## Task
Total the lines of the entries below that hold the string "Tannenbaum", then write only that total.

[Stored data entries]
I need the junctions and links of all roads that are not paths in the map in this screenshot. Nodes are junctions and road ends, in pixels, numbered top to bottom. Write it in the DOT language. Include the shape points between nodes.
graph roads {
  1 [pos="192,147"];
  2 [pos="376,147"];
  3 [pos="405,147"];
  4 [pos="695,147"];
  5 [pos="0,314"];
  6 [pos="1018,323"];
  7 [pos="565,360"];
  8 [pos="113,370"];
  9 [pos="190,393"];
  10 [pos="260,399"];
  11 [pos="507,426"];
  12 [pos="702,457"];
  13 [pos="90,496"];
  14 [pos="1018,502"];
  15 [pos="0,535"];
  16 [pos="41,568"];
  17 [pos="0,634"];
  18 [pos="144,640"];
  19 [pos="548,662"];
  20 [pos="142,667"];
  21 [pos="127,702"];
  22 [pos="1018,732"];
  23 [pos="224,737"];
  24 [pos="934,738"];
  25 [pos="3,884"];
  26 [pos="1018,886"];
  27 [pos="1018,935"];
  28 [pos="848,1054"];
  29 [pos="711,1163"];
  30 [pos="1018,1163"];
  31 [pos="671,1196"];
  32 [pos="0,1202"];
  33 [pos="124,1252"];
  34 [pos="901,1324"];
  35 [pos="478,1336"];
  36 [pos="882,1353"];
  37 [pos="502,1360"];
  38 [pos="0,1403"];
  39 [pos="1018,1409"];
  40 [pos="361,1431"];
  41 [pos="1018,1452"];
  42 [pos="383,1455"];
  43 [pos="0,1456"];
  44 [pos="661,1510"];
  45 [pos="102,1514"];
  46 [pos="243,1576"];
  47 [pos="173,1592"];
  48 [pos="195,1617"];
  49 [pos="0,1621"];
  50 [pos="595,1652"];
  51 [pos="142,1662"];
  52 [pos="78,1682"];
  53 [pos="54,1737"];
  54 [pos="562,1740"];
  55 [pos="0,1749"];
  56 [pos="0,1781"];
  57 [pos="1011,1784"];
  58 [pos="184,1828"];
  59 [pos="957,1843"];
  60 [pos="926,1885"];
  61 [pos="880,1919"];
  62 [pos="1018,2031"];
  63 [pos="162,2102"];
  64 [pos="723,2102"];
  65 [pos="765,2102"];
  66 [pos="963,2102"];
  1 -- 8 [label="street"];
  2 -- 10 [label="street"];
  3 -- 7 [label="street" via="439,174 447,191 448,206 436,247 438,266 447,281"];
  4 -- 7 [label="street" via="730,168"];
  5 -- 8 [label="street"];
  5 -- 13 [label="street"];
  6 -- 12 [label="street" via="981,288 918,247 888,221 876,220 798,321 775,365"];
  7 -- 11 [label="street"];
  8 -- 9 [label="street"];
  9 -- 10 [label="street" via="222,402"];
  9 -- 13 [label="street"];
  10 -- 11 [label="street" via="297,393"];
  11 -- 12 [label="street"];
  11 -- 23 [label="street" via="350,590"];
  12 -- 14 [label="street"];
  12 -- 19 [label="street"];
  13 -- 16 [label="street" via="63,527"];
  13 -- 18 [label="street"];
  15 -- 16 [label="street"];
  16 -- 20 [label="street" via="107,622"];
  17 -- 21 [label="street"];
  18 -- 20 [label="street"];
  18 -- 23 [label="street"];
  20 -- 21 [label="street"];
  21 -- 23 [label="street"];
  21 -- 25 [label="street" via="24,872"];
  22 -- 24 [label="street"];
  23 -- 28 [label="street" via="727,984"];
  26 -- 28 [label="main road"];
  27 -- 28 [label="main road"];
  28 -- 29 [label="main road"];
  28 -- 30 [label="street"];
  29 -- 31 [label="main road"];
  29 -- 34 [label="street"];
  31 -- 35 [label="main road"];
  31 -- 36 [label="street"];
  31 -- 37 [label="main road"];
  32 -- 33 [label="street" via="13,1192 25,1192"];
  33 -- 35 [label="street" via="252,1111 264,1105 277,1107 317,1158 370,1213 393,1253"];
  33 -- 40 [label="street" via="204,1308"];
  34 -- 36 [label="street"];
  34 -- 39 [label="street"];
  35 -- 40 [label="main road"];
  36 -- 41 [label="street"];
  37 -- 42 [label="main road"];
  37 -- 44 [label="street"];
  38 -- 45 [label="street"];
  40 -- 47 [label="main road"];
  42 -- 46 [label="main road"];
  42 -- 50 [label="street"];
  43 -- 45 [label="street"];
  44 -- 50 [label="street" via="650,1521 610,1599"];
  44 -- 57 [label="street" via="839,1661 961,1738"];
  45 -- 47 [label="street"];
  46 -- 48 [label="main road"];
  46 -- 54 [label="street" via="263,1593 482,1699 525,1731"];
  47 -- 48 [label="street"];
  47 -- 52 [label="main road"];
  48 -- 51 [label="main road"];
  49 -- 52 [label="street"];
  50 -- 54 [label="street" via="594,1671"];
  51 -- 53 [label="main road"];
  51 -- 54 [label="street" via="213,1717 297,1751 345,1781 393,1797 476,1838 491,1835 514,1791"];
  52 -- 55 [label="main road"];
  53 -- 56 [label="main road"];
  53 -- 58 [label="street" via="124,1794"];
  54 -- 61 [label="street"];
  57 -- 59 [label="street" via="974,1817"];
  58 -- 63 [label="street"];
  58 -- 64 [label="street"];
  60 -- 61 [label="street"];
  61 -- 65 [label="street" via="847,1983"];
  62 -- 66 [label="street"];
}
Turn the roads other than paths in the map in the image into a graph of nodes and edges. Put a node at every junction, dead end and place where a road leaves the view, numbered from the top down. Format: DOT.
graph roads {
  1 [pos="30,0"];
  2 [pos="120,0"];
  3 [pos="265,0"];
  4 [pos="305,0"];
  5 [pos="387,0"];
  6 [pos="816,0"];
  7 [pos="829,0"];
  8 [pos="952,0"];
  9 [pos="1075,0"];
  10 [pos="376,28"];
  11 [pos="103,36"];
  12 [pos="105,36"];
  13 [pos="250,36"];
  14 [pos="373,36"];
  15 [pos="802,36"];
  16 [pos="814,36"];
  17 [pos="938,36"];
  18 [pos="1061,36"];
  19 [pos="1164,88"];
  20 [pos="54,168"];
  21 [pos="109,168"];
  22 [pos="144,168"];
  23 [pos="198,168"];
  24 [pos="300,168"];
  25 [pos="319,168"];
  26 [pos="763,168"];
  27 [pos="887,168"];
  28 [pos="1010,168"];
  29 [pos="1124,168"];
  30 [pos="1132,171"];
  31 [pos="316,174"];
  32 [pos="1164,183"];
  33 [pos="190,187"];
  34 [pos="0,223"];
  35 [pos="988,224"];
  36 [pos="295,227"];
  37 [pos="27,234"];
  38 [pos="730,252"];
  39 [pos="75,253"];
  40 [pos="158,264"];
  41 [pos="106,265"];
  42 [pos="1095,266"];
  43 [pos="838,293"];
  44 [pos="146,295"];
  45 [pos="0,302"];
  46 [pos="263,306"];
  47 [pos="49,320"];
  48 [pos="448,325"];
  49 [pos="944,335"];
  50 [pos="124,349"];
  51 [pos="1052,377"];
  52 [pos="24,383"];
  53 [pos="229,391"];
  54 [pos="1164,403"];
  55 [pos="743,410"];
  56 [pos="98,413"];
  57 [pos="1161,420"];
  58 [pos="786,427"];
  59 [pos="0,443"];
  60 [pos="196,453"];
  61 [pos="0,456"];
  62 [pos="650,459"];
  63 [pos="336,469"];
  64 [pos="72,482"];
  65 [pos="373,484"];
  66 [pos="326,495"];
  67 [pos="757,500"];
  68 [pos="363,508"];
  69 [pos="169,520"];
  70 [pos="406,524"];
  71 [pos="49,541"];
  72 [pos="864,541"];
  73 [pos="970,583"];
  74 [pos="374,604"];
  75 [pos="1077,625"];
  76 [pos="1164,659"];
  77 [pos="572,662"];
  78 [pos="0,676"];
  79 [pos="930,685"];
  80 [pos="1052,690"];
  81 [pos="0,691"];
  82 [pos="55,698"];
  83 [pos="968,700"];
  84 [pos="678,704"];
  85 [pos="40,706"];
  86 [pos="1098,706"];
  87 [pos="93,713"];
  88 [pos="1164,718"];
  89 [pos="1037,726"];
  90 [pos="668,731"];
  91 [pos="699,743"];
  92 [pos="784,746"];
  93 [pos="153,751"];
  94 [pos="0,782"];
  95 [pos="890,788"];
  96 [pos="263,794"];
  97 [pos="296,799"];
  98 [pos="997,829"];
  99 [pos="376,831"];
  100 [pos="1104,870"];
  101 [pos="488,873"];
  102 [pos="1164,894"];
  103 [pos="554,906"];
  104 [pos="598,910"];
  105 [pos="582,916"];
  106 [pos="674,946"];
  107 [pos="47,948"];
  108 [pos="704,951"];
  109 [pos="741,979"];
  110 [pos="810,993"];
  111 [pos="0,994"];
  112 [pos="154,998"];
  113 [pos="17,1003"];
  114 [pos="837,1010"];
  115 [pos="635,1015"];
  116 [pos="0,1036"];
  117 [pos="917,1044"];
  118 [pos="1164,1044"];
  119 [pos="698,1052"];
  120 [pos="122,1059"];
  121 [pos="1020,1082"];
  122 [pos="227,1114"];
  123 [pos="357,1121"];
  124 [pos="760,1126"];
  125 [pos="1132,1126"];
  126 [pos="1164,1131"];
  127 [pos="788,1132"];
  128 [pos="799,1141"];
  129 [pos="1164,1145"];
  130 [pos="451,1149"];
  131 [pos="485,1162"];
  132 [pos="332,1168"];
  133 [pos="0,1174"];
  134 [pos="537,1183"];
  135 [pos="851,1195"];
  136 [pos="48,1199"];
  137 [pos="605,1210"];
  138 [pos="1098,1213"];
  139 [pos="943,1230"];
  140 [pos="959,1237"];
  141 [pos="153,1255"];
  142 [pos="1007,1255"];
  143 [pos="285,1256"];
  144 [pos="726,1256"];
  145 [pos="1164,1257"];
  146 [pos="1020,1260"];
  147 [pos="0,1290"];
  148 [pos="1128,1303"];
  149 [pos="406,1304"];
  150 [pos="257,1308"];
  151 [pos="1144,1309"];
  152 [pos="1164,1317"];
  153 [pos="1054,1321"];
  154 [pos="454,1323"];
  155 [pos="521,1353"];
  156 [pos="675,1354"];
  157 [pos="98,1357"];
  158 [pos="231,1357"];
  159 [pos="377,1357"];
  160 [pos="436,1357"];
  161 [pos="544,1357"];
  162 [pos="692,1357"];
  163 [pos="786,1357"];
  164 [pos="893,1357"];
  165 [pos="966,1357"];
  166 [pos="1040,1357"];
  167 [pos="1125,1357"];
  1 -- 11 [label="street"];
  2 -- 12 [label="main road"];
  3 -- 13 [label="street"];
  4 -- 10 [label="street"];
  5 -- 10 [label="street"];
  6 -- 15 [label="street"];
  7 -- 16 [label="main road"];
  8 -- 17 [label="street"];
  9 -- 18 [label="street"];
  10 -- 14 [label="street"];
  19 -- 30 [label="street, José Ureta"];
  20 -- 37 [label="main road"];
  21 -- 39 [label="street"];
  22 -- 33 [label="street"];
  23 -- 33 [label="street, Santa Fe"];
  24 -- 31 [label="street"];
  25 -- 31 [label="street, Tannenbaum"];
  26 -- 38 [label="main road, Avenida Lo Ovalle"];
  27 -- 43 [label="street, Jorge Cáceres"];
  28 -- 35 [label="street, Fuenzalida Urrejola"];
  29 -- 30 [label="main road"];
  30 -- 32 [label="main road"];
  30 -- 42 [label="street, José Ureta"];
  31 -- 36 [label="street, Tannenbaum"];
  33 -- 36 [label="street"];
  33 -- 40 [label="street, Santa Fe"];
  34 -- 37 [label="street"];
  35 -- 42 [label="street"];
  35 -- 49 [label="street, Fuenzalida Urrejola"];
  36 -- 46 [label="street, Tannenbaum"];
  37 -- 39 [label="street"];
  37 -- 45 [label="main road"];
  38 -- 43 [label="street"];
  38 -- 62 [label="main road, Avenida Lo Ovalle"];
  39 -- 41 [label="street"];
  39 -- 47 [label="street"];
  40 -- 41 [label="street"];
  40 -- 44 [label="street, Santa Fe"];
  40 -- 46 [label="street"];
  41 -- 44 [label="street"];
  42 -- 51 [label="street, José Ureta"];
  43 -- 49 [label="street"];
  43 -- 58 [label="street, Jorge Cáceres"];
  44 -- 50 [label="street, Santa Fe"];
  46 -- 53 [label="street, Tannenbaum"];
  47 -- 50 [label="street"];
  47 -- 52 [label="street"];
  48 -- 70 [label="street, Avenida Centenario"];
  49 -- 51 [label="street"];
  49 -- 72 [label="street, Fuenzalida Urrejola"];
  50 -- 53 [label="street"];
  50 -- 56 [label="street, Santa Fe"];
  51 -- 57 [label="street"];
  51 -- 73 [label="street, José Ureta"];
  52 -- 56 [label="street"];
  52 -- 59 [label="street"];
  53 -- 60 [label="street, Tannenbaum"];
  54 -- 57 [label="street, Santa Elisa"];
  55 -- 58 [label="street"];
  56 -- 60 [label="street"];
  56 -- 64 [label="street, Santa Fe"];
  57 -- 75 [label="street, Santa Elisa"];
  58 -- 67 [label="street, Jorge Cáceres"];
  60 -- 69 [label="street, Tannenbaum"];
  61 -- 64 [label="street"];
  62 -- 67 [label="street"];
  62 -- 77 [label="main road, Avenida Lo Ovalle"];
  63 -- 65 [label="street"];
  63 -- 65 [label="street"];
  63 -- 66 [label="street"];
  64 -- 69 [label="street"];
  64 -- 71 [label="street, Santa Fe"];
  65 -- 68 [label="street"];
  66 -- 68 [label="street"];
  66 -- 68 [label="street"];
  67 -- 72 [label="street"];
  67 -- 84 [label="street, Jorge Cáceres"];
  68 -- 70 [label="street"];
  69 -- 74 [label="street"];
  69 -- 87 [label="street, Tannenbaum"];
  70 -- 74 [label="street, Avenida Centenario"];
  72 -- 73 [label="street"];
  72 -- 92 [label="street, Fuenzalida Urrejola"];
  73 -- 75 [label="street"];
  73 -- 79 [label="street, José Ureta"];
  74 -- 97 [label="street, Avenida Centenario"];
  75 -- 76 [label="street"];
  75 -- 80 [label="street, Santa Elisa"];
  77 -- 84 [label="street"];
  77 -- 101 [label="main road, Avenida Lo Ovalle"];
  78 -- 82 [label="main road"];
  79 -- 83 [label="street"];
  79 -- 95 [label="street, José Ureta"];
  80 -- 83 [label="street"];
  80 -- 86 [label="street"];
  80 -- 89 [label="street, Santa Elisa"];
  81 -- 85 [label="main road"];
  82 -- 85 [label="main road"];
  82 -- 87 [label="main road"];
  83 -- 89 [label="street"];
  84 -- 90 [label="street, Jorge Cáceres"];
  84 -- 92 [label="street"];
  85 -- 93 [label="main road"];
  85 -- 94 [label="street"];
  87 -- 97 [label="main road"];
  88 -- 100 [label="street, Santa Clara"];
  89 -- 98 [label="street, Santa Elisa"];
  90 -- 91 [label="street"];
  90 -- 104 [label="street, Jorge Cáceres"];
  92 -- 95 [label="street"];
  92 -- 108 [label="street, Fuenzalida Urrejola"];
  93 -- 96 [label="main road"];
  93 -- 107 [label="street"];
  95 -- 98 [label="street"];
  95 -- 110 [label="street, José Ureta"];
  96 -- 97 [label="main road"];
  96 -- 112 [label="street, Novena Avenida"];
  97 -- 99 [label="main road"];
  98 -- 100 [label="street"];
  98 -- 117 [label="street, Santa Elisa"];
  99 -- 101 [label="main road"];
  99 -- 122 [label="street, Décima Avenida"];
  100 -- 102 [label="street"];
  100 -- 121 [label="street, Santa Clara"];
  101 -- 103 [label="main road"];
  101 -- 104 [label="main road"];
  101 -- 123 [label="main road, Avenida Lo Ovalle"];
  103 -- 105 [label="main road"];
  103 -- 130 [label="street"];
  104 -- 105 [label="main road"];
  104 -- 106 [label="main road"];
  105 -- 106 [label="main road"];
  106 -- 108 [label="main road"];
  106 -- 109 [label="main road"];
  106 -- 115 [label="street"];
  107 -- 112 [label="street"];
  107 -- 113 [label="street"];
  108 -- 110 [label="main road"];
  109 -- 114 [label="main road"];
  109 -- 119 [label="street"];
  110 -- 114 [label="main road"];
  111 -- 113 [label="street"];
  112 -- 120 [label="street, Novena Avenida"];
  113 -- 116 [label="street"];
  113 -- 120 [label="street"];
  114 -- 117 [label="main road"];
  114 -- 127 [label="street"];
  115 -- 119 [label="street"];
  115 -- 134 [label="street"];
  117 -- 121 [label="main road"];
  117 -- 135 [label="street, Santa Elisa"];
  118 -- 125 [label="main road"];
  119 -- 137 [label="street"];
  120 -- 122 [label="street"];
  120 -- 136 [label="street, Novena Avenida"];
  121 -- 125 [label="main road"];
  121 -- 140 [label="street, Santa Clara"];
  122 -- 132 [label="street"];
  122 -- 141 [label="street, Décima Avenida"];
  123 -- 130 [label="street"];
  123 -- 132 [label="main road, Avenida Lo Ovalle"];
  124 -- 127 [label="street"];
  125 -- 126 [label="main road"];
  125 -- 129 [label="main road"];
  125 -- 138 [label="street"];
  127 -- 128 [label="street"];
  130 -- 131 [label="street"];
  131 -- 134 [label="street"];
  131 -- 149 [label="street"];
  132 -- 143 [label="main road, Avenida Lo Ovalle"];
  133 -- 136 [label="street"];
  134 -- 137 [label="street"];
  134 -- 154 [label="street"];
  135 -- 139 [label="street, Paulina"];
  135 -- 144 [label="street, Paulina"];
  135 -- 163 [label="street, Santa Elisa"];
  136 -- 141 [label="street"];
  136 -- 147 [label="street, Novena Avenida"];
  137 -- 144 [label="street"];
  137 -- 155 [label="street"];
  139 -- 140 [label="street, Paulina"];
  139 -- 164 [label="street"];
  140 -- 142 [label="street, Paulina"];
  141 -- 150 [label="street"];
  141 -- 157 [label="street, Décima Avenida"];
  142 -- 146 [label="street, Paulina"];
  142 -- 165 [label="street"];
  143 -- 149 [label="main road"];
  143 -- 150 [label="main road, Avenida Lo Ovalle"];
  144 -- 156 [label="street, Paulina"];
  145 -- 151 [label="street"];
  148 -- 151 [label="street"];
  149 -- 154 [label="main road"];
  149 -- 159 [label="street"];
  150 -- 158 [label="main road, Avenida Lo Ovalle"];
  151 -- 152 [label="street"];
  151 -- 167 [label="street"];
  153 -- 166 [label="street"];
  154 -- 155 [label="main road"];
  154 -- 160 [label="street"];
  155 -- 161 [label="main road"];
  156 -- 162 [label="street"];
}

## Exercise response
7